Excerpts from a Virtual Reality Researcher

Multi-threaded loading of data in OpenGL applications

During implementation of the vizHOME viewer point rendering application, it quickly became apparent that with the amount of data we are gathering with the LiDAR scanner, we would need a multi-threaded technique for loading points outside of our main rendering thread.. often known as an “out-of-core” technique.

Implementation details on how to properly execute this sort of technique weren’t exactly in abundance.  A common use in graphics applications is for loading level-of-detail versions of large terrains on the fly, in games or geographical applications.  Other previous point cloud renderers have done it in various forms but not a whole lot is out there on what is the correct way to do it.

Having had various multi-threaded programming experiences over the years, I’ve been able to put together a couple different techniques for loading “out-of-core” in the current viewing tool.  In working through this problem, two different variations on the technique stood out, namely, whether we should create multiple threads and a single OpenGL context (MTSC – multiple threads, single context) or whether we should create multiple threads, each with their own OpenGL context (MTMC – multiple threads, multiple context).

The big difference between these two variations is with MTSC, physical memory has to be allocated each time a file is read from disk containing points, whereas with MTMC, we can share OpenGL objects across threads and can read data directly onto the GPU via the glMapBufferRange function in the actual reading thread.  This is instead of passing the read data in a physical memory buffer back to the main rendering thread for upload to the GPU via the glBufferData function.
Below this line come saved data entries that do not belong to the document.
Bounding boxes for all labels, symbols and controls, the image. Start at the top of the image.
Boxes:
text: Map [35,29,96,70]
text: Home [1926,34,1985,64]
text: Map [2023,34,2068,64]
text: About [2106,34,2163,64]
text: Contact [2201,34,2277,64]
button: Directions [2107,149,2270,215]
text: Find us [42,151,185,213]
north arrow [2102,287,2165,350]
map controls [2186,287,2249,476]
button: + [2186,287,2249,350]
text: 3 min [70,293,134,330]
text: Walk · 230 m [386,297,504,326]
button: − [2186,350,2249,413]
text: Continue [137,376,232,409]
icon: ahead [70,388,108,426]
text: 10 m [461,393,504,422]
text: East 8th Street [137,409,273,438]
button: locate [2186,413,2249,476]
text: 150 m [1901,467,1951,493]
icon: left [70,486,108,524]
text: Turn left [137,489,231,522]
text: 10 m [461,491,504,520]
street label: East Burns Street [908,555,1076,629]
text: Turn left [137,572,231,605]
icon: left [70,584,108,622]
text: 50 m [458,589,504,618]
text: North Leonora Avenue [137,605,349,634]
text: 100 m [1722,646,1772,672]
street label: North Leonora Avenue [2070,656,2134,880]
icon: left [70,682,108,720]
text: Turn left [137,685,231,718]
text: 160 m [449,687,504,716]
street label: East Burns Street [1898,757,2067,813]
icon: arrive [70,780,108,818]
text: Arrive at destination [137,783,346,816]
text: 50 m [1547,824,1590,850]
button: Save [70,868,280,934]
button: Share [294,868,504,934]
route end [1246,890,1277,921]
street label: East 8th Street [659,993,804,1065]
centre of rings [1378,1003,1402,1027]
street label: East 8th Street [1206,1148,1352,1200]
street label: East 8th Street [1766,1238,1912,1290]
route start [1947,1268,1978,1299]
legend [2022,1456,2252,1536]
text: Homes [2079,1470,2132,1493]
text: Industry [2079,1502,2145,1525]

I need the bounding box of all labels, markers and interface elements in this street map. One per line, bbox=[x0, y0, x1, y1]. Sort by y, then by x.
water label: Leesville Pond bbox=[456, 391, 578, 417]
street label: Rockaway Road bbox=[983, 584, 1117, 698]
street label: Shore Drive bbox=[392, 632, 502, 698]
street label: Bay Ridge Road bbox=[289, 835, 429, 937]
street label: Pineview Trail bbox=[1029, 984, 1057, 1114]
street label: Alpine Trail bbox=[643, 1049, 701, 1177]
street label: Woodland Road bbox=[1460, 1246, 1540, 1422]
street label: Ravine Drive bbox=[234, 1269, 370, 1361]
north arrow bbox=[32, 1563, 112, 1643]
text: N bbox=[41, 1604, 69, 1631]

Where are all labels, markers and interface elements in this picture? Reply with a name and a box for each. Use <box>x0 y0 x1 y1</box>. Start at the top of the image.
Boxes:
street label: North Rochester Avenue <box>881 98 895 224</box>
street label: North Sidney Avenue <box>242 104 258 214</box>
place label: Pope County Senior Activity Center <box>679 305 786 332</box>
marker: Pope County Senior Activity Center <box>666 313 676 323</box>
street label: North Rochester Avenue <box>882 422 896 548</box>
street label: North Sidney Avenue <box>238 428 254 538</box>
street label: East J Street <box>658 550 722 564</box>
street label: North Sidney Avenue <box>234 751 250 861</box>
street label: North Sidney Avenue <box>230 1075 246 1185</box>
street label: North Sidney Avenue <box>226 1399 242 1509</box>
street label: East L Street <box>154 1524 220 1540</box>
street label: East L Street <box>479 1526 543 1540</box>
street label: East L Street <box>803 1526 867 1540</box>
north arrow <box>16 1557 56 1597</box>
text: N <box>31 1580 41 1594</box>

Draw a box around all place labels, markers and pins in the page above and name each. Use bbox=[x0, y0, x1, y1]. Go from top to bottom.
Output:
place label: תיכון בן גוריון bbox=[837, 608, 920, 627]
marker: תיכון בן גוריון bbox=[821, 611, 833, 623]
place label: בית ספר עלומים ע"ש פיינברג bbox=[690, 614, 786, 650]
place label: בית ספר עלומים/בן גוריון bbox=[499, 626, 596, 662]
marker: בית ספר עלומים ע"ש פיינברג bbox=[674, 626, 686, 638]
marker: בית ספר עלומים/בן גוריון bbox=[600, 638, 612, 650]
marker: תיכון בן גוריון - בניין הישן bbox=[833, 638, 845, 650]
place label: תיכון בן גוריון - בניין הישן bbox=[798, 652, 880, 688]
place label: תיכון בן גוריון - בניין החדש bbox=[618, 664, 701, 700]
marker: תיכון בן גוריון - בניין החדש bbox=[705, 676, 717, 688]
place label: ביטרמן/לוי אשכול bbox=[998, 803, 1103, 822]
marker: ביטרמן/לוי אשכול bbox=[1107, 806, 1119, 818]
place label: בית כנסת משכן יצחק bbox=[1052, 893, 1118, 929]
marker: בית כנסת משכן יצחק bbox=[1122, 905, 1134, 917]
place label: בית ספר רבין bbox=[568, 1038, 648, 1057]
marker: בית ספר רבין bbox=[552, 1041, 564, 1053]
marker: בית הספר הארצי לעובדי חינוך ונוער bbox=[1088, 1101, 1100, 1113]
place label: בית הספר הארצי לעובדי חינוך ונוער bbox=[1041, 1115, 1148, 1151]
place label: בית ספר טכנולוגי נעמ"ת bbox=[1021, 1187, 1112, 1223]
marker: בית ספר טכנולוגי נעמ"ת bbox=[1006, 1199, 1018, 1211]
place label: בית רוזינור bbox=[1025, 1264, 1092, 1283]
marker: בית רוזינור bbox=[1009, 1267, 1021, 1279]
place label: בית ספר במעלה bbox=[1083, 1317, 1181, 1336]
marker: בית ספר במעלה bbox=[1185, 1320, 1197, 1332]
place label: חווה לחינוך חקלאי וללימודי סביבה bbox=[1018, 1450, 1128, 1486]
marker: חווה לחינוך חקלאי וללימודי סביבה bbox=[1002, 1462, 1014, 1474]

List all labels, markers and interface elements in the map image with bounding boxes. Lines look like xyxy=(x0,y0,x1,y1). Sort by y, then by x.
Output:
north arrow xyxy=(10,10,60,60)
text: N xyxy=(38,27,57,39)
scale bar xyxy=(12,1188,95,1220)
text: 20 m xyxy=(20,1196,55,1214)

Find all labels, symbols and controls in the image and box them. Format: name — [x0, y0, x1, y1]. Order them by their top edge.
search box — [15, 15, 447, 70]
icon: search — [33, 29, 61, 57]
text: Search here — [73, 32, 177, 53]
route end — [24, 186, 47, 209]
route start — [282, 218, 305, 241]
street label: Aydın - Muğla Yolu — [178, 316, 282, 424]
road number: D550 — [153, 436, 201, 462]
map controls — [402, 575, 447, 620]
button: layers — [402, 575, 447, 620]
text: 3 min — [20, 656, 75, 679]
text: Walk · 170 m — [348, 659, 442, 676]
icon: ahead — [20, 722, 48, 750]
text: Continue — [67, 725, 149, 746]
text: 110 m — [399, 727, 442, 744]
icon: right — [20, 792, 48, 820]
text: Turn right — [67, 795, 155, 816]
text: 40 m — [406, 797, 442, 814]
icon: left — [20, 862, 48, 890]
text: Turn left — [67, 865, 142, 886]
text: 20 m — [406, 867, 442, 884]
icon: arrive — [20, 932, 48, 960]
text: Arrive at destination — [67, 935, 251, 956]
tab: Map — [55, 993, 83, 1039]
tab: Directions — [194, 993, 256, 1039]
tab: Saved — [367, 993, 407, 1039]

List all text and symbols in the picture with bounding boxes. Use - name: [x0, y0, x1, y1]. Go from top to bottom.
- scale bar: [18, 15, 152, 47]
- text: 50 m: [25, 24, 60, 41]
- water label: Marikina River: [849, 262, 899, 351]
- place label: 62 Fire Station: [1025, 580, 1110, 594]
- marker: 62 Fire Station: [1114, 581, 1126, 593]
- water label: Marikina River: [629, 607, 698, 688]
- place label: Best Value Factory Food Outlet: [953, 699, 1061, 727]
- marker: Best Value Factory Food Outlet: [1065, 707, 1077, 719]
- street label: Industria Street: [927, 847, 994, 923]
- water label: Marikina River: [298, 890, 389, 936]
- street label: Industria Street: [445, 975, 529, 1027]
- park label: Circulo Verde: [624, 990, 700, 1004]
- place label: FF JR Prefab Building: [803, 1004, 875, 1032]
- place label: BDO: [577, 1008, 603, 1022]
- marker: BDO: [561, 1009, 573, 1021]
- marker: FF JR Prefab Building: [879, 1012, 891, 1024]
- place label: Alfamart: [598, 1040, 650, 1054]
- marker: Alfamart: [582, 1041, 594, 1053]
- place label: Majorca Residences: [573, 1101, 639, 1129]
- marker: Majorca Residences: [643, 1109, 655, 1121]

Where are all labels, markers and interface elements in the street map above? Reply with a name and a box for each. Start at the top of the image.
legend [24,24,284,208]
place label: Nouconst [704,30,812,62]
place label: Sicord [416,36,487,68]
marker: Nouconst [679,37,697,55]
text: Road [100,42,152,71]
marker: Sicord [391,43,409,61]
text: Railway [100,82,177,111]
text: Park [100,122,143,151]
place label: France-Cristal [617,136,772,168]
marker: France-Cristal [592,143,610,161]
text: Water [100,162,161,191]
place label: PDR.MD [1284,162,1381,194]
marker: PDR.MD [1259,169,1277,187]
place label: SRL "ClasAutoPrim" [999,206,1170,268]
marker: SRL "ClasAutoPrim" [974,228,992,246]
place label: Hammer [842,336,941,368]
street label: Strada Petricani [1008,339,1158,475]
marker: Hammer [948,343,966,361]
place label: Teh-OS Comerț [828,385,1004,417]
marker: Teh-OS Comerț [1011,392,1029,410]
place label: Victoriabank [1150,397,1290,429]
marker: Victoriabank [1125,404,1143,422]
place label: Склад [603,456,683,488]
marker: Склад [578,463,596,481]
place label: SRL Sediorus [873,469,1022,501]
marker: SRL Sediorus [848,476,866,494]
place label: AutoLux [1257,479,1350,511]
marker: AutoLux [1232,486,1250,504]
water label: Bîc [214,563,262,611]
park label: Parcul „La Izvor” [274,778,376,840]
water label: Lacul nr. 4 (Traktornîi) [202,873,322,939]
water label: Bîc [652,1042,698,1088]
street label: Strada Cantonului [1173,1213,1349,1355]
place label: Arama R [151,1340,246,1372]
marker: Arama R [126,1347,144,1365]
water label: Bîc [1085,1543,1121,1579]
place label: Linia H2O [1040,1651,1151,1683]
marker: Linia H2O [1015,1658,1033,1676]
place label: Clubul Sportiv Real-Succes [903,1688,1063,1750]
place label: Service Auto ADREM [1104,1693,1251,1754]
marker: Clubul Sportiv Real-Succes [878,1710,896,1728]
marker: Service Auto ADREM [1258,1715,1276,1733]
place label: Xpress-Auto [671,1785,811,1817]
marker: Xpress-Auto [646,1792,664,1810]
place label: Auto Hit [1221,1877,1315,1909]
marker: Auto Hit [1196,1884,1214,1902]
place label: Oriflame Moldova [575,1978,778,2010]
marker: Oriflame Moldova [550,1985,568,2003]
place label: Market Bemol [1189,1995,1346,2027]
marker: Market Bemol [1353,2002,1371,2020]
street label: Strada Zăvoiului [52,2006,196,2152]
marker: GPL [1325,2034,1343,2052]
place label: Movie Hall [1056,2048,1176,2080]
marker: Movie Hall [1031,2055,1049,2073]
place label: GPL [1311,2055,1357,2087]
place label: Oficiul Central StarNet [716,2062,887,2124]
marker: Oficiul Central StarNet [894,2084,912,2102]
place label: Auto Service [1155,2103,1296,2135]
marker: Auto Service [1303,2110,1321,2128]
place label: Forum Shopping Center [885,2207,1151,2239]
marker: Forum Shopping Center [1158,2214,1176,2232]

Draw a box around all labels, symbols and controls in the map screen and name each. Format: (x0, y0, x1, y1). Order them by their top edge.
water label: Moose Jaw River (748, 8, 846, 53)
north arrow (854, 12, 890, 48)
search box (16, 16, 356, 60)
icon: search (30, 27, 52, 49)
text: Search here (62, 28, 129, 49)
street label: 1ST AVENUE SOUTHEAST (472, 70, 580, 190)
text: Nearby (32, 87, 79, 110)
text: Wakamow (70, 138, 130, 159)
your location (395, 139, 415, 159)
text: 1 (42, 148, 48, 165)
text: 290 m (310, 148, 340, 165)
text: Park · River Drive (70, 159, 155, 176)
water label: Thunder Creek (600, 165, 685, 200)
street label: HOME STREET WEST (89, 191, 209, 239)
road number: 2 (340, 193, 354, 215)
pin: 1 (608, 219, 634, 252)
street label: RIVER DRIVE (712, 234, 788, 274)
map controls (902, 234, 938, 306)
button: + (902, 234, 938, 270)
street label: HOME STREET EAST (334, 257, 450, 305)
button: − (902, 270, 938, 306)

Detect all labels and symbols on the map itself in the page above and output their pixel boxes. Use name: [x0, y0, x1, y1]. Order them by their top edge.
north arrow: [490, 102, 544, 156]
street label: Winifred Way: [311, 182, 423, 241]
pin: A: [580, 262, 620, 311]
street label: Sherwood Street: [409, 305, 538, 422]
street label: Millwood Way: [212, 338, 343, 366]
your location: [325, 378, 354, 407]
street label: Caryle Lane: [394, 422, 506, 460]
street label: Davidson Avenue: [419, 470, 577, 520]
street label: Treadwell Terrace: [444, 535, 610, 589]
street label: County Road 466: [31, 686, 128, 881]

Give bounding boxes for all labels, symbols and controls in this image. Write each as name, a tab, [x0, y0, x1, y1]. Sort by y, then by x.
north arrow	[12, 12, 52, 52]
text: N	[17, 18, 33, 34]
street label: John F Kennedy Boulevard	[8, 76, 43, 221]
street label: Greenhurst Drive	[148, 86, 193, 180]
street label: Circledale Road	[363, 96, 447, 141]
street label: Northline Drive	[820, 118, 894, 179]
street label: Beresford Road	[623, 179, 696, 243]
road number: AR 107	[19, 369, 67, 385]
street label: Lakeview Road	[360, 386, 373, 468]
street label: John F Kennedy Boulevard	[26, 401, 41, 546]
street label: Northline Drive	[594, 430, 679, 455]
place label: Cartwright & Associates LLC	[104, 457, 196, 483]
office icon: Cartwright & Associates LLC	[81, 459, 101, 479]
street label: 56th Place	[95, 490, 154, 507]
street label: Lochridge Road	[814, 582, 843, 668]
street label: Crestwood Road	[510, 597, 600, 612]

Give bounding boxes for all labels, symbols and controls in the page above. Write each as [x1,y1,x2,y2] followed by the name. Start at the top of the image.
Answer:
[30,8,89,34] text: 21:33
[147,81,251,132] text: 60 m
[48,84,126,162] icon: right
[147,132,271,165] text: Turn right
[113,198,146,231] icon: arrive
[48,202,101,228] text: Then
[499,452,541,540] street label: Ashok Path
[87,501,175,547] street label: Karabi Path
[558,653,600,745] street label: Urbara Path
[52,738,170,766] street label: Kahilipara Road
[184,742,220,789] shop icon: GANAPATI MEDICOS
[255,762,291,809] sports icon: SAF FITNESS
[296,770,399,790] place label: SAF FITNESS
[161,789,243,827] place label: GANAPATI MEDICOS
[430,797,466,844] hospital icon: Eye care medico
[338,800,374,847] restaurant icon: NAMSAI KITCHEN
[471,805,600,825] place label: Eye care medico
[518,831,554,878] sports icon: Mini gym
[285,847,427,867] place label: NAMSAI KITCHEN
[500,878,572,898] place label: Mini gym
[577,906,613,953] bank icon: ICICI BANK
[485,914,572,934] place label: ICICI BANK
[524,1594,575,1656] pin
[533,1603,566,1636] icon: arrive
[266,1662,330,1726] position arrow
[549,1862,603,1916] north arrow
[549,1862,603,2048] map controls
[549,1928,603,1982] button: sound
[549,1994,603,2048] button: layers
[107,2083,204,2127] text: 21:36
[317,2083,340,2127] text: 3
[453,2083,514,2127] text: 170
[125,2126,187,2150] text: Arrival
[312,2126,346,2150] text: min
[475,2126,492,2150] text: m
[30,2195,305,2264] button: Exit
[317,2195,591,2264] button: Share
Uploading to the GPU on the reading thread saves an extra copy of data and also makes it so we don’t have to worry about things like memory fragmentation from dynamic memory allocations (supposing that we aren’t using some sort of memory pool to alleviate this). On the other hand, literature states that the more OpenGL contexts you have active and the more things you have going on in those contexts, the more the OpenGL pipeline needs to perform a “context switch”, which, according to this nice blog post about multiple contexts, affords a performance penalty.

In our situation, we actually aren’t performing any rendering within the other contexts, just uploading to the GPU, so the question becomes, does this still create a significant performance hit?  If so, is it worse than having to pass around a bunch of memory buffers at run time as opposed to being able to directly upload to the GPU?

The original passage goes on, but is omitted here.